According to Yves Tarabout, the complex general manager at the Sheraton and Le Meridien Abu Dhabi, open communication between regulators and sector stakeholders have been key to the success of the hospitality segment. “There is a lot of communication with government bodies, through meetings, brainstorming sessions and so on,” Tarabout told OBG. “It feels like we are one unit working together for the benefit of the destination and making sure customers get the service they expect.”
Accounting for 86.7% of the total land area of the UAE, according to the Statistics Centre – Abu Dhabi, along with 700 km of its coastline and around 200 of its major and minor offshore islands, the emirate of Abu Dhabi is also responsible for a majority share of the UAE’s income. This is largely derived from Abu Dhabi’s extensive oil and gas fields, which account for a major part of the country’s 97.8bn barrels of total proven oil reserves, according to the “BP Statistical Review of World Energy June 2018”.
Since 1971, when Sheikh Zayed bin Sultan Al Nahyan was elected by the emirates’ rulers as the country’s founding president, Abu Dhabi City has been the UAE’s capital. The emirate’s size and status, brought by the capital, shape its identity as a destination; however, rather than competing directly with Dubai as a specialised destination for business and leisure travellers, the government presents the emirate as a complementary alternative, emphasising its national heritage, natural diversity, cultural institutions and family-friendly attractions.
City of Islands
Abu Dhabi City is the emirate’s largest population centre and its main focus of culture and attractions. The heart of the city lies on the island of Abu Dhabi, a historical focal point since its settlement by the Bani Yas tribe, originally from Liwa in the south of the emirate.

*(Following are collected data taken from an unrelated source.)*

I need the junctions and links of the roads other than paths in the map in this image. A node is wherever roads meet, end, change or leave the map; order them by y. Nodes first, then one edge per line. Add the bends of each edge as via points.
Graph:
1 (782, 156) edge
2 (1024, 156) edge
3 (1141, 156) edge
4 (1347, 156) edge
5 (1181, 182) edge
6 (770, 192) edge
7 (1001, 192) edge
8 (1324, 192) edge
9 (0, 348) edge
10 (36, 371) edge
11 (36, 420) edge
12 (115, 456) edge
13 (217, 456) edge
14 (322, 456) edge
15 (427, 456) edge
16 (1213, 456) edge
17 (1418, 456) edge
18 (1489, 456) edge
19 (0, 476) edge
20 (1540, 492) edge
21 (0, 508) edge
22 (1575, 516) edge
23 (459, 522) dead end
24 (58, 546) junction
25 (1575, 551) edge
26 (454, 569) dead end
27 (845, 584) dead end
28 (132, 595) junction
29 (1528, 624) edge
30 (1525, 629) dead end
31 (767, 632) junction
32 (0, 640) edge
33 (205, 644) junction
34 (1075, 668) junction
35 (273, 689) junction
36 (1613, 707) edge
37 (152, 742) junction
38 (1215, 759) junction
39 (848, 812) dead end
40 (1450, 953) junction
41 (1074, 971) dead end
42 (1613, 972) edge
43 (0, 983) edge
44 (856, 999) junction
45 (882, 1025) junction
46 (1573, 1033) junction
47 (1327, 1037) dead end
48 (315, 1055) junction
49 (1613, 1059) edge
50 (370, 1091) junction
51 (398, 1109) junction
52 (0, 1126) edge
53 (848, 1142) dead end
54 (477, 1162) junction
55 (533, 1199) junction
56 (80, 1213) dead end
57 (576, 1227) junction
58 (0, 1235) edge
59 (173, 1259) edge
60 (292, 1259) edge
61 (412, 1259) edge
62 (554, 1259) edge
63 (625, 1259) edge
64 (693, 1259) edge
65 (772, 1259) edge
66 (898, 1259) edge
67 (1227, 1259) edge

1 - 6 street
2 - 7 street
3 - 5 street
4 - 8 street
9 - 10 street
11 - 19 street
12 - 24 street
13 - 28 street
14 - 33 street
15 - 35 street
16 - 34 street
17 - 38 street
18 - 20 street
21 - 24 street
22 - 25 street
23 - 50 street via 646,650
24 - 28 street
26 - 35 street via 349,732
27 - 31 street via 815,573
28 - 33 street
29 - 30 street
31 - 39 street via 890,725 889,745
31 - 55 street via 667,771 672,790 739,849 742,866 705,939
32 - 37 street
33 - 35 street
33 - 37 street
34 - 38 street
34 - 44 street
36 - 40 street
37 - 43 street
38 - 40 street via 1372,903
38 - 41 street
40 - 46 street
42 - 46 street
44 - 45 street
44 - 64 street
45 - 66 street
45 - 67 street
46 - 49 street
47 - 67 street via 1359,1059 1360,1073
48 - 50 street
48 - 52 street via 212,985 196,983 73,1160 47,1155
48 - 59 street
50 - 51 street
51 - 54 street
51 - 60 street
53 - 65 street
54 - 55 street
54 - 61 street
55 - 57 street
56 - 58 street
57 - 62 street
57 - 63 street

One of the island’s most famous sites is Sheikh Zayed Grand Mosque. Capable of holding 40,000 worshippers, the structure is clad in Macedonian white marble and took 20 years to build. Since its opening in 2007 it has been a key attraction as well as the largest mosque in the UAE. Abu Dhabi Island is connected to the mainland by the Maqta, Mussafah and Sheikh Zayed bridges, which were completed in 1967, 1978 and 2010, respectively. There are also connections to other surrounding islands, such as Saadiyat and Al Reem. Recently, the population of these has expanded with the construction of Yas Island, the world’s second-largest artificial island.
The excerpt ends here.